The Carrot Slaw

Carrot Vinaigrette:

500g - Carrot Juice (for carrot reduction)

50g - Carrot Reduction 

2 each - Egg Yolks

20g - Champagne Vinegar

150g -  Olive Oil

5g - water 

To taste - Salt 

Carrot Preparation:

500g - Carrots 

50 g - Chives 

50g- Toasted Pepita Seeds 

To taste salt 

Instructions: 

Wash and peel carrots, using a box grater grate carrots using the large section of the grater. Once grated set aside.

Using a knife slice chives as thinly as possible and set aside.

Using a sauce pot bring carrot juice to a roiling boil. Reduce this liquid until it becomes syrup like consistency. Making sure to consistently stir, and scarp down the pectin that forms on the sides (this is all the flavor)

The carrot reduction should resemble molasses and a dark orange color. Once achieved cool to room temperature.
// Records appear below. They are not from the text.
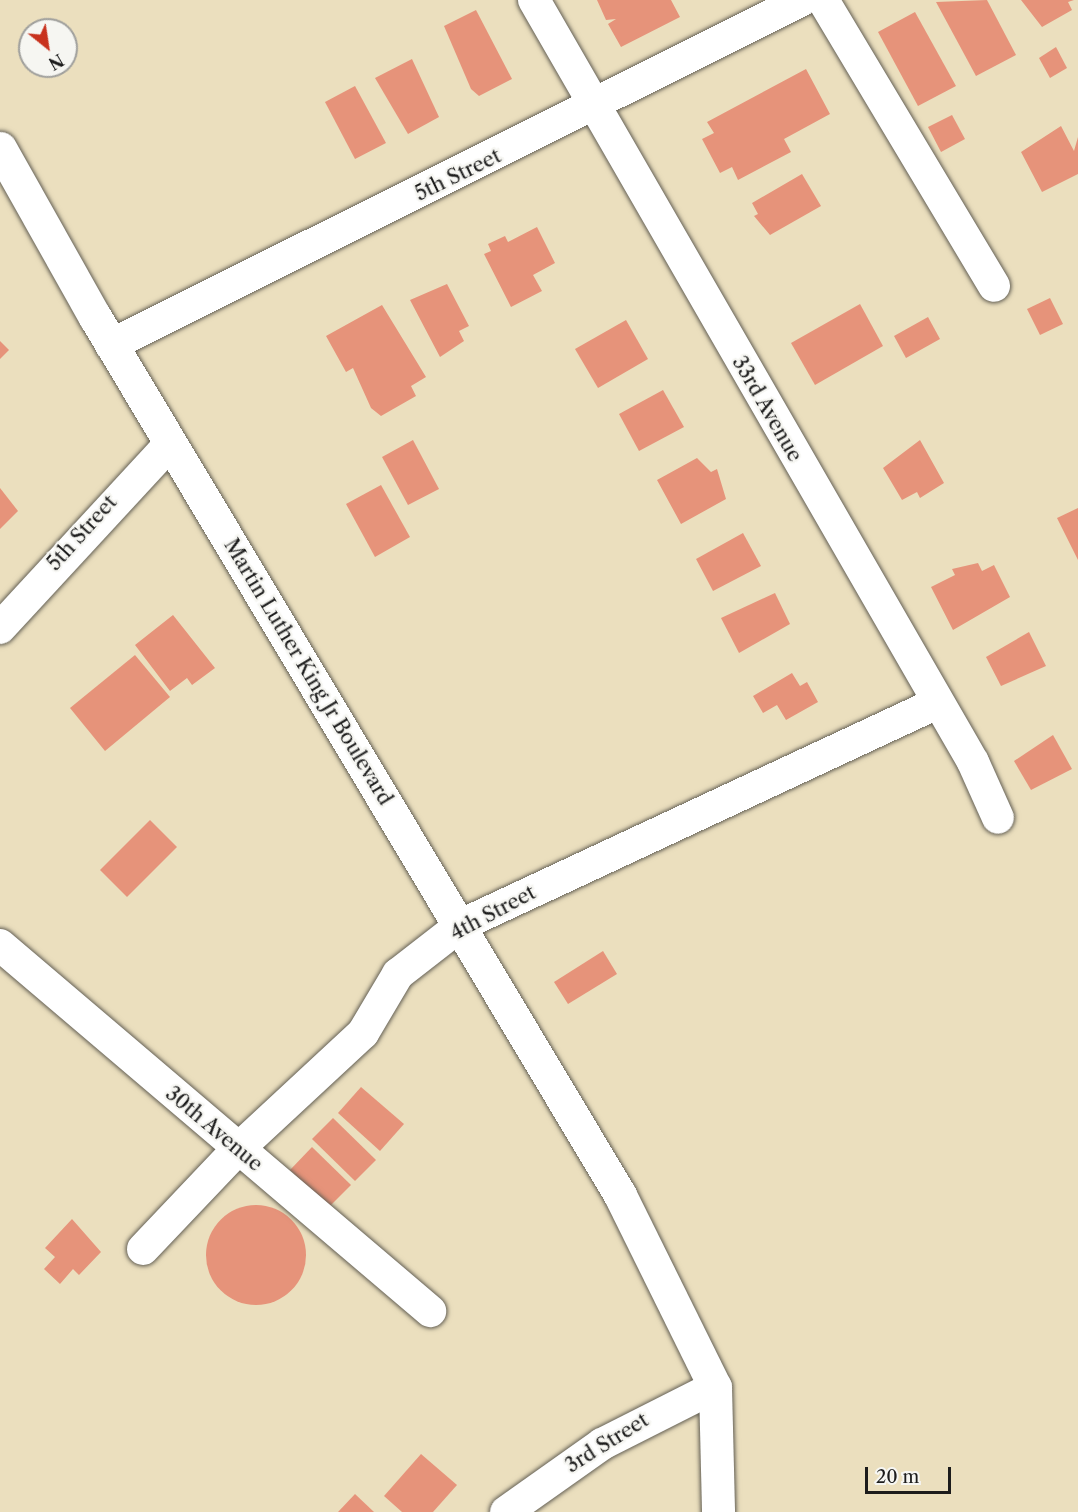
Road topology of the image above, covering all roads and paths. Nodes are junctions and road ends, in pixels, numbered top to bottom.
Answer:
1 (534, 0) edge
2 (802, 0) edge
3 (823, 0) edge
4 (595, 108) junction
5 (0, 148) edge
6 (994, 286) dead end
7 (111, 345) junction
8 (170, 444) junction
9 (0, 628) edge
10 (937, 703) junction
11 (998, 818) dead end
12 (461, 925) junction
13 (0, 945) edge
14 (237, 1150) junction
15 (143, 1249) dead end
16 (430, 1311) dead end
17 (715, 1386) junction
18 (506, 1512) edge
19 (718, 1512) edge

1 - 4 street, 33rd Avenue
2 - 4 street, 5th Street
3 - 6 street
4 - 7 street, 5th Street
4 - 10 street, 33rd Avenue
5 - 7 main road, Martin Luther King Jr Boulevard
7 - 8 main road, Martin Luther King Jr Boulevard
8 - 9 street, 5th Street
8 - 12 main road, Martin Luther King Jr Boulevard
10 - 11 street, 33rd Avenue
10 - 12 street, 4th Street
12 - 14 street, 4th Street
12 - 17 main road, Martin Luther King Jr Boulevard
13 - 14 street, 30th Avenue
14 - 15 street, 4th Street
14 - 16 street, 30th Avenue
17 - 18 street, 3rd Street
17 - 19 main road

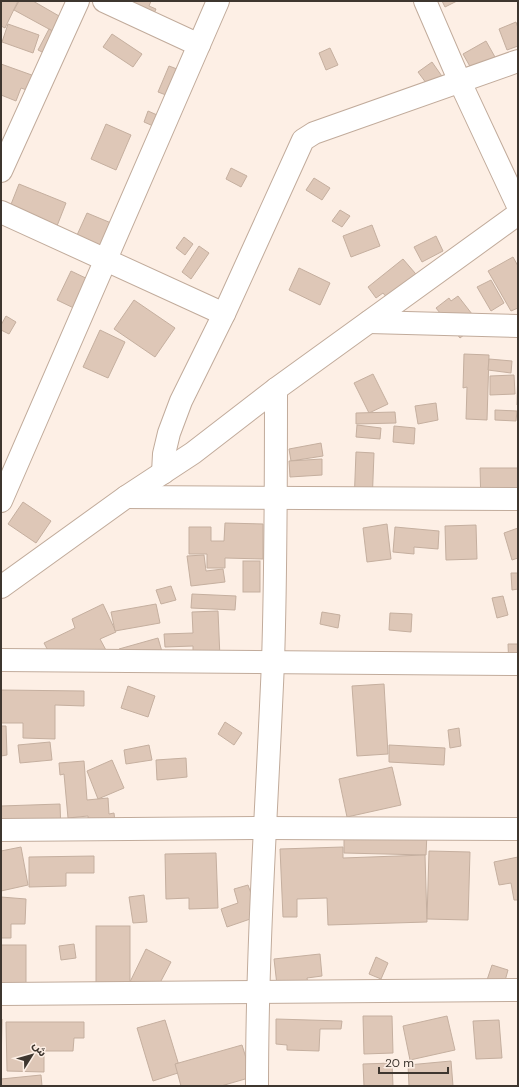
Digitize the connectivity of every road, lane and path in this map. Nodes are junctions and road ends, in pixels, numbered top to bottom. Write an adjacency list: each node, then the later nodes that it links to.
1 (78, 1): 8 (street)
2 (104, 1): 5 (street)
3 (218, 1): 5 (street)
4 (425, 1): 7 (street)
5 (199, 45): 12 (street)
6 (518, 61): 7 (street)
7 (460, 82): 9 (street); 13 (street)
8 (1, 170)
9 (518, 206)
10 (1, 212): 12 (street)
11 (518, 214): 14 (street)
12 (104, 260): 13 (street); 17 (street)
13 (224, 314): 18 (street)
14 (369, 322): 15 (street); 16 (street)
15 (518, 326)
16 (276, 389): 18 (street); 20 (street)
17 (8, 467): 22 (street)
18 (163, 473): 19 (street)
19 (126, 498): 20 (street); 23 (street)
20 (276, 499): 21 (street); 25 (street)
21 (518, 499)
22 (1, 501)
23 (1, 587)
24 (1, 660): 25 (street)
25 (273, 661): 26 (street); 27 (street)
26 (518, 664)
27 (264, 828): 28 (street); 29 (street); 31 (street)
28 (518, 829)
29 (1, 830)
30 (518, 990): 31 (street)
31 (257, 991): 32 (street); 33 (street)
32 (1, 994)
33 (257, 1086)

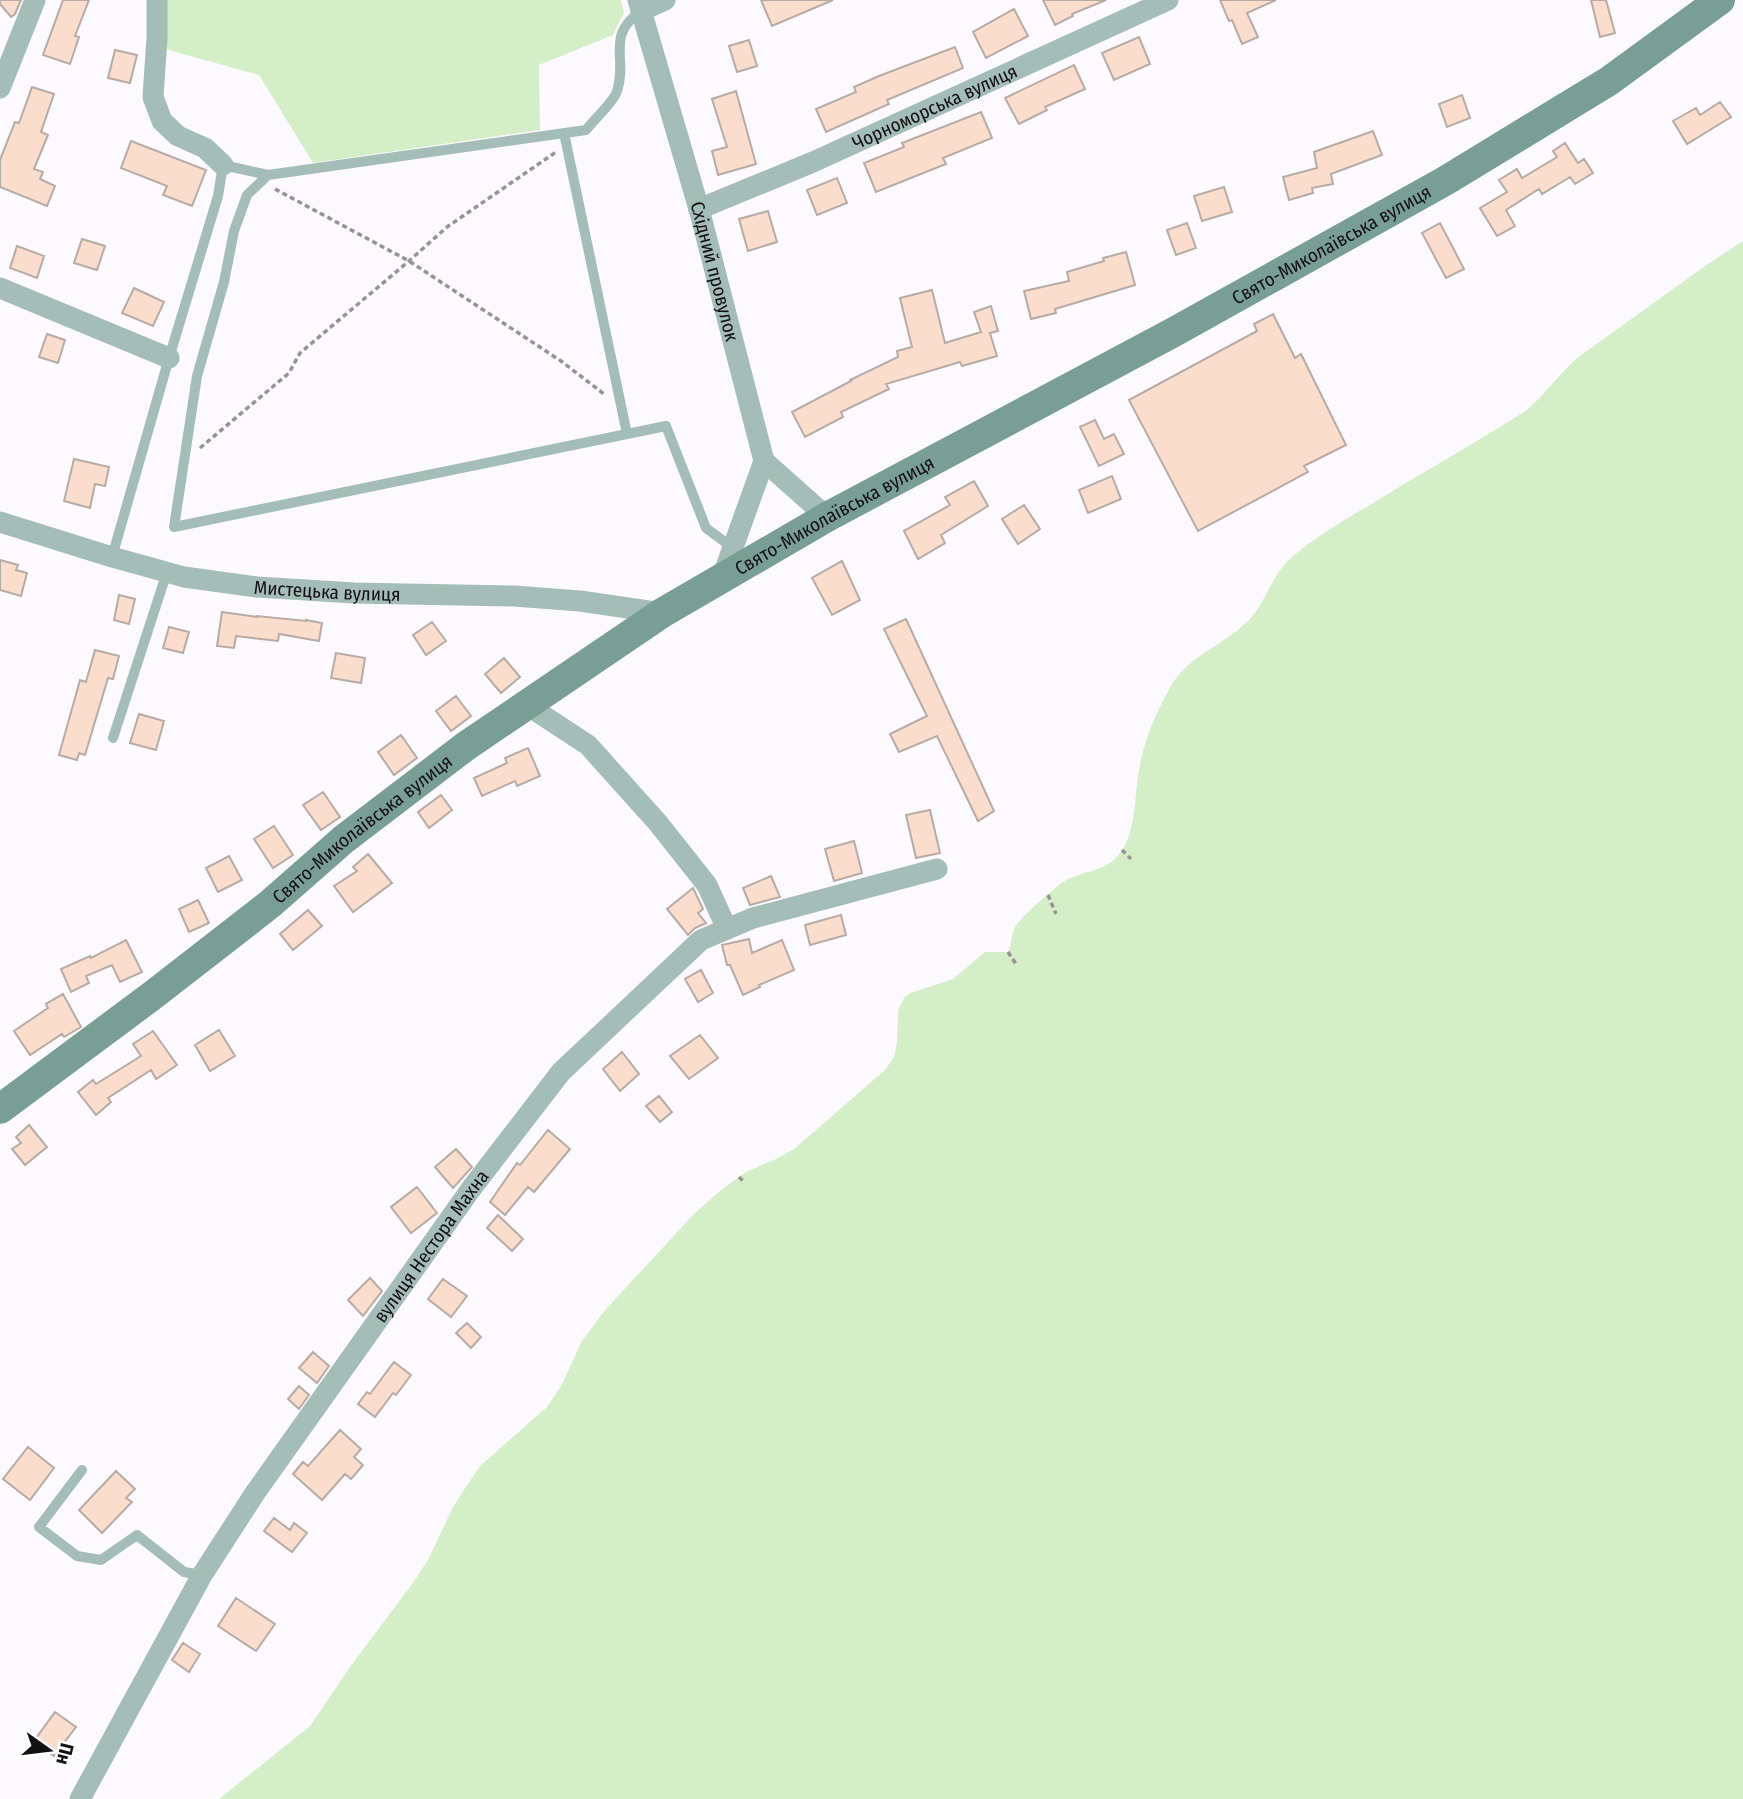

In a mix bowl separate two egg yolks, add 50g of carrot reduction, and vinegar. Whisk together, once fully incorporated slow stream in olive oil to emulsify. Consistency should be thin enough that it coats the back of the spoon but creates ribbons when you pour. If needed add water to thin out vinaigrette to proper consistency.

Season with salt to finish.

To assemble:

Simply mix carrots, chives, pepitas, and carrot vinaigrette to lightly coat carrots. Season with salt. And enjoy!